Gabelli Fund's Mancini: Gold will become the primary alternative asset to the US dollar, aiming for over $6,000.
2026-04-08 02:10:13

Mancini pointed out on Tuesday that although gold prices have fallen since the outbreak of the conflict in Iran, this precisely reflects the core value of gold in times of crisis, a point that applies to both central banks and individual investors.
“Turkey and Gulf countries may be selling off gold, especially given the disruption to oil exports and the need to cover expenses,” he said. “These countries hold gold reserves, which are currently serving as a highly liquid asset.”
Mancini contrasted gold's easy liquidity with the global resurgence of government debt.
“Gold is a debt-free asset,” he said. “Unlike U.S. Treasury bonds, German bonds, and French bonds, buying gold is not lending to any entity, but rather directly and completely holding an asset; however, buying U.S. Treasury bonds is essentially providing a loan to the U.S. government.”
He added, "As debt and fiscal deficits continue to widen, gold's attractiveness will continue to increase, which is one of the current trading logics. Increased military spending will further reinforce this trend."
De-dollarization is an inevitable trend, and gold is becoming a core alternative.
Mancini emphasized that the Iranian conflict and soaring military spending are compounded by the long-term global process of de-dollarization.
“The de-dollarization of global foreign exchange reserves is undergoing a major paradigm shift,” he said. “After the outbreak of the Russia-Ukraine conflict, the United States effectively froze the U.S. Treasury bonds held by Russia, which is equivalent to the U.S. refusing to repay the loans previously provided by Russia to the United States. This event directly pushed gold prices up from about $2,000 per ounce to around $5,000 per ounce.”

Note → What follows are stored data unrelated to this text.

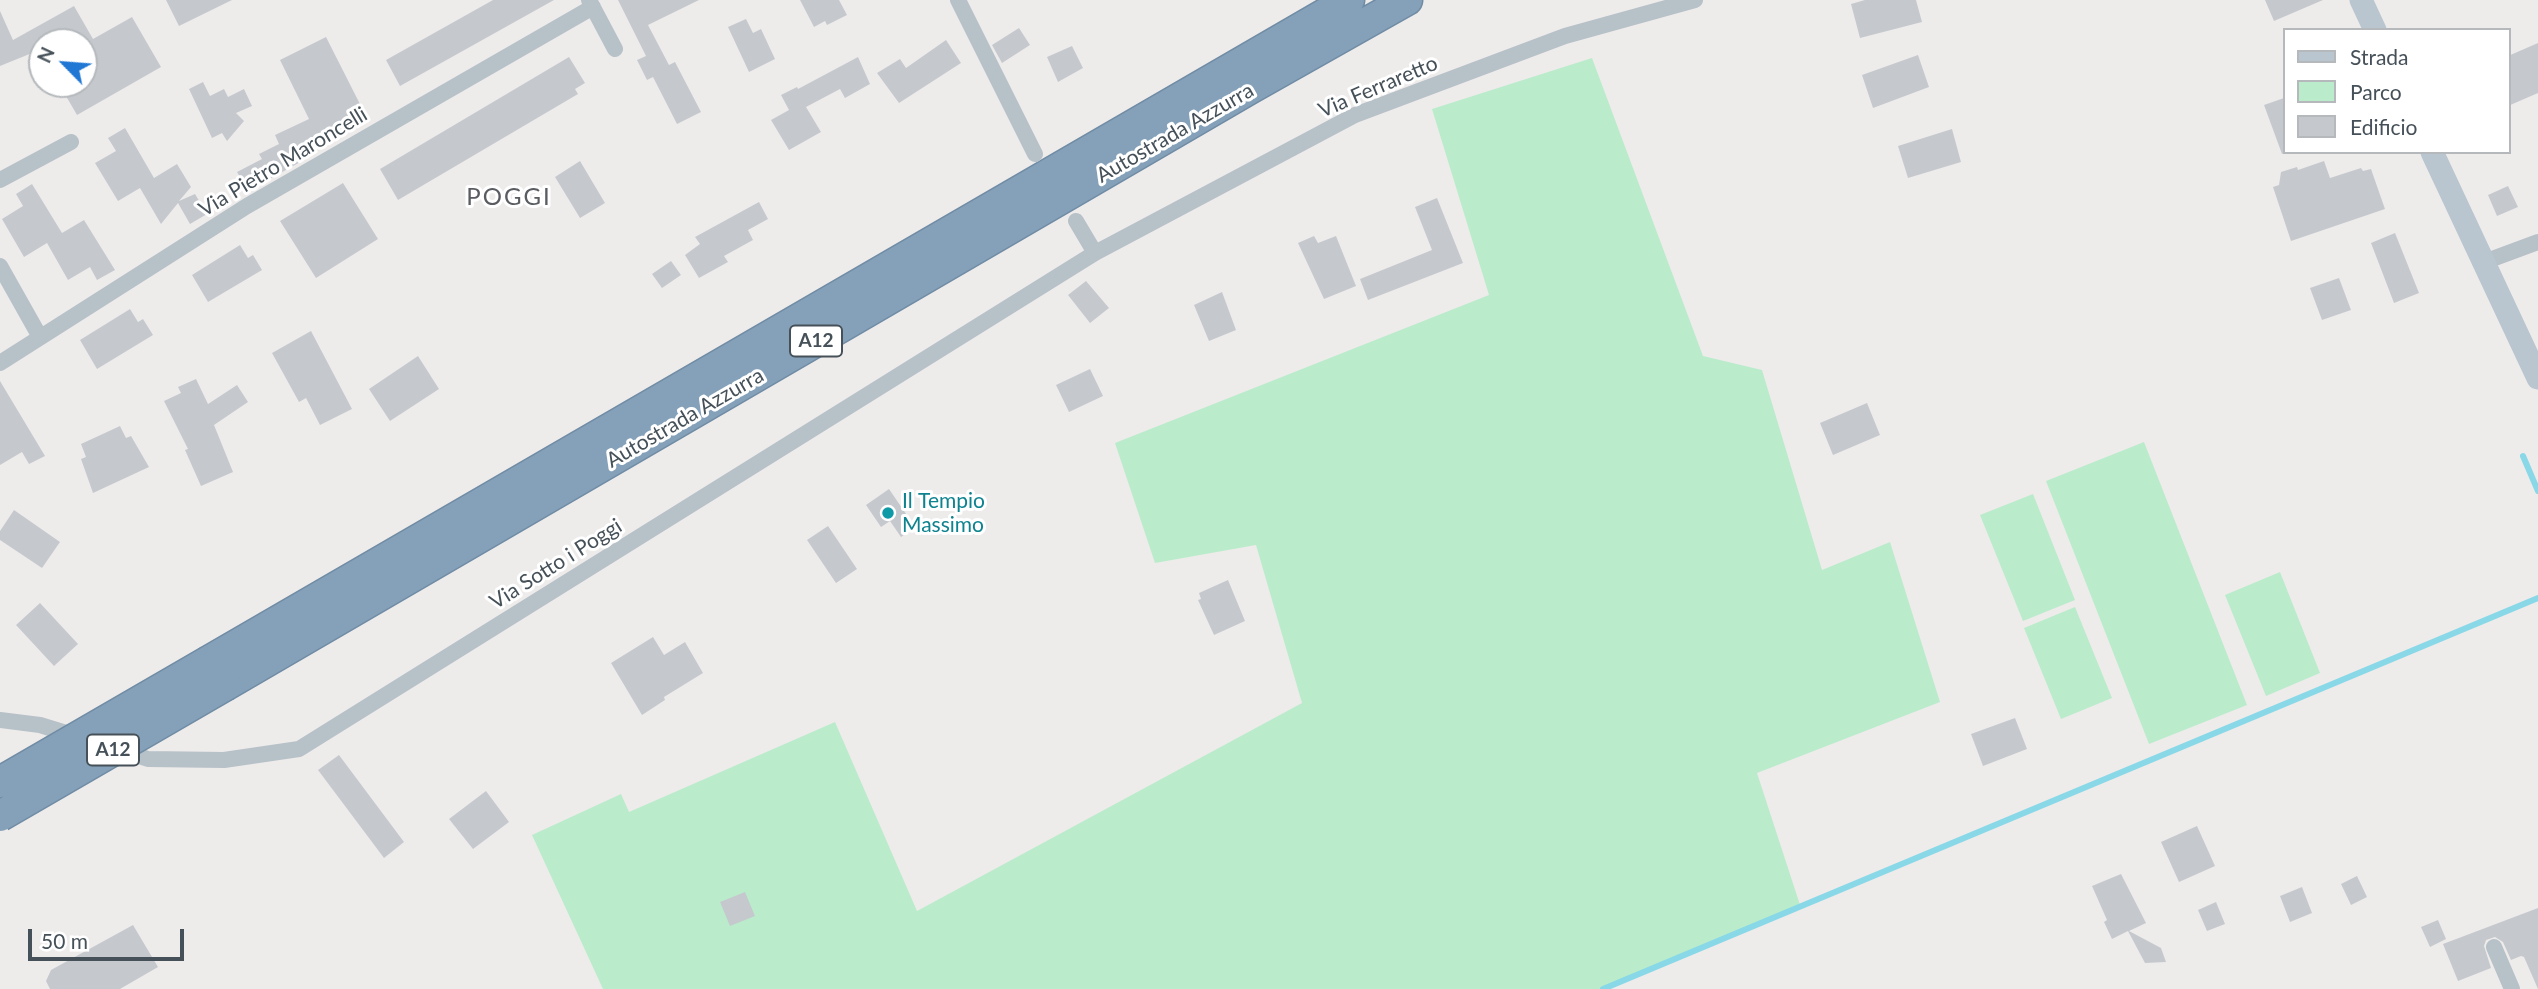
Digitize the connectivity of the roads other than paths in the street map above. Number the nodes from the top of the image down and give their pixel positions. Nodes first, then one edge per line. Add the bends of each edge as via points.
1 (958, 0) edge
2 (1349, 0) edge
3 (1408, 0) edge
4 (1695, 0) edge
5 (2361, 0) edge
6 (591, 3) edge
7 (2374, 28) edge
8 (615, 49) dead end
9 (71, 142) dead end
10 (1035, 154) dead end
11 (2433, 154) edge
12 (0, 180) edge
13 (1076, 220) dead end
14 (2538, 242) edge
15 (1095, 253) junction
16 (2484, 262) junction
17 (0, 265) edge
18 (40, 337) junction
19 (0, 363) edge
20 (2538, 378) edge
21 (217, 673) junction
22 (0, 720) edge
23 (0, 782) edge
24 (0, 816) edge
25 (2494, 947) dead end
26 (2512, 989) edge

1 - 10 street
2 - 21 highway, Autostrada Azzurra / A12
3 - 21 highway, Autostrada Azzurra / A12
4 - 15 street, Via Ferraretto via 1565,36 1355,115
5 - 7 main road
6 - 8 street
6 - 18 street, Via Pietro Maroncelli via 247,206
9 - 12 street
11 - 16 main road
13 - 15 street
14 - 16 street
15 - 22 street, Via Sotto i Poggi via 299,749 224,760 148,759 40,726
16 - 20 main road
17 - 18 street
18 - 19 street, Via Pietro Maroncelli
21 - 23 highway, Autostrada Azzurra / A12, bridge
21 - 24 highway, Autostrada Azzurra / A12, bridge
25 - 26 street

“The US president has repeatedly mentioned the possibility of building a new world order. Against this backdrop, the US dollar will most likely no longer serve as the global reserve currency,” Mancini said. “Countries that maintain a long-term trade surplus need to purchase US dollars and US Treasury bonds, which is essentially a continuous lending to the United States. However, given the current dramatic changes in the global landscape and the gradual formation of a new order, surplus countries may no longer be willing to continue providing loans to the United States.”
"If this is the case, gold will become the primary alternative asset to the US dollar."

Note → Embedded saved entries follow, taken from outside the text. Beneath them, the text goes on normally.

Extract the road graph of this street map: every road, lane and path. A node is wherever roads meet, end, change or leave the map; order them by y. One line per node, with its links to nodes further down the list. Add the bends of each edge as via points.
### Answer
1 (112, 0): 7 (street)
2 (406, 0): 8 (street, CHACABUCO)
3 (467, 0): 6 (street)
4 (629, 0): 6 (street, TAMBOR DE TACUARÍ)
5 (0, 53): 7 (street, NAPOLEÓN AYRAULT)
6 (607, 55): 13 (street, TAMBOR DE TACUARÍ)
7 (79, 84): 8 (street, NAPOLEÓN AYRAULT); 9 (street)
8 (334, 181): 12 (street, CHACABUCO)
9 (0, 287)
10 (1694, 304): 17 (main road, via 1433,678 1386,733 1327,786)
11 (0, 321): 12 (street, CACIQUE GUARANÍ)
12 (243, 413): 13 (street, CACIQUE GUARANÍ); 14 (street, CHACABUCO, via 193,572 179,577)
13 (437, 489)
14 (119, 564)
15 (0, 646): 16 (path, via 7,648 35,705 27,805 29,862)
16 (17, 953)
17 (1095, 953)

Putting aside the current geopolitical conflicts, Mancini remains optimistic about gold prices breaking through $6,000 per ounce in the medium term.

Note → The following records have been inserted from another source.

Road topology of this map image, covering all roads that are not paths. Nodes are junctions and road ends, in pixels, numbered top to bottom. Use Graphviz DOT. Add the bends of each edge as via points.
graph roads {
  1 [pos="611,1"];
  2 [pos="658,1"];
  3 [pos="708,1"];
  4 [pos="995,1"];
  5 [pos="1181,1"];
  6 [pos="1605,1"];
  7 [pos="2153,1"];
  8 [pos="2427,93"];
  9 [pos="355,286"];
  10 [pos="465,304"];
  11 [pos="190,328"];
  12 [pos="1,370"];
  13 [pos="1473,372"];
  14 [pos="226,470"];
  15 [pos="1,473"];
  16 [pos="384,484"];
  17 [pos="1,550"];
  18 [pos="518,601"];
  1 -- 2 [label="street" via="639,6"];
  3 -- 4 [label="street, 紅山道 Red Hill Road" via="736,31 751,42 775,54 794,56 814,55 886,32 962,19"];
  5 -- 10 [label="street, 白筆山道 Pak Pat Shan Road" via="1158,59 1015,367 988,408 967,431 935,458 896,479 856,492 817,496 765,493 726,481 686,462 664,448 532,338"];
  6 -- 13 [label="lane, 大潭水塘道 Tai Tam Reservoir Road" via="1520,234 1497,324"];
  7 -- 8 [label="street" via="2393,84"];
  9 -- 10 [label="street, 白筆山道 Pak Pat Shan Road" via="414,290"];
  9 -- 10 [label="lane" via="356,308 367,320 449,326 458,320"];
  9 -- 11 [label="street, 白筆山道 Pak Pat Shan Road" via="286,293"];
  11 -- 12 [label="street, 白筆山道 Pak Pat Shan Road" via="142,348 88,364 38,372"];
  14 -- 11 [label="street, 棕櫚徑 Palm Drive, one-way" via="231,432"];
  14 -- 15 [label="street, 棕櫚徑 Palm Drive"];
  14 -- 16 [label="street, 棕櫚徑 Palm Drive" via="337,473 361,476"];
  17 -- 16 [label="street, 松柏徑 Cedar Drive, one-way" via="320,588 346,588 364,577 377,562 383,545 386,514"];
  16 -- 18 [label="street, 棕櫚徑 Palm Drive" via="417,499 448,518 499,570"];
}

“Gold prices had previously touched $5,300 before retreating due to factors such as a sell-off,” he said. “But once the market situation stabilizes and a new global monetary paradigm takes hold, gold prices will stabilize above $6,000.”
Spot gold continued to fluctuate on Tuesday, falling to a daily low of $4,607.72 per ounce after 10 a.m. Eastern Time before rebounding.
At 02:07 Beijing time, spot gold was trading at $4,678.92 per ounce, up 0.61% on the day.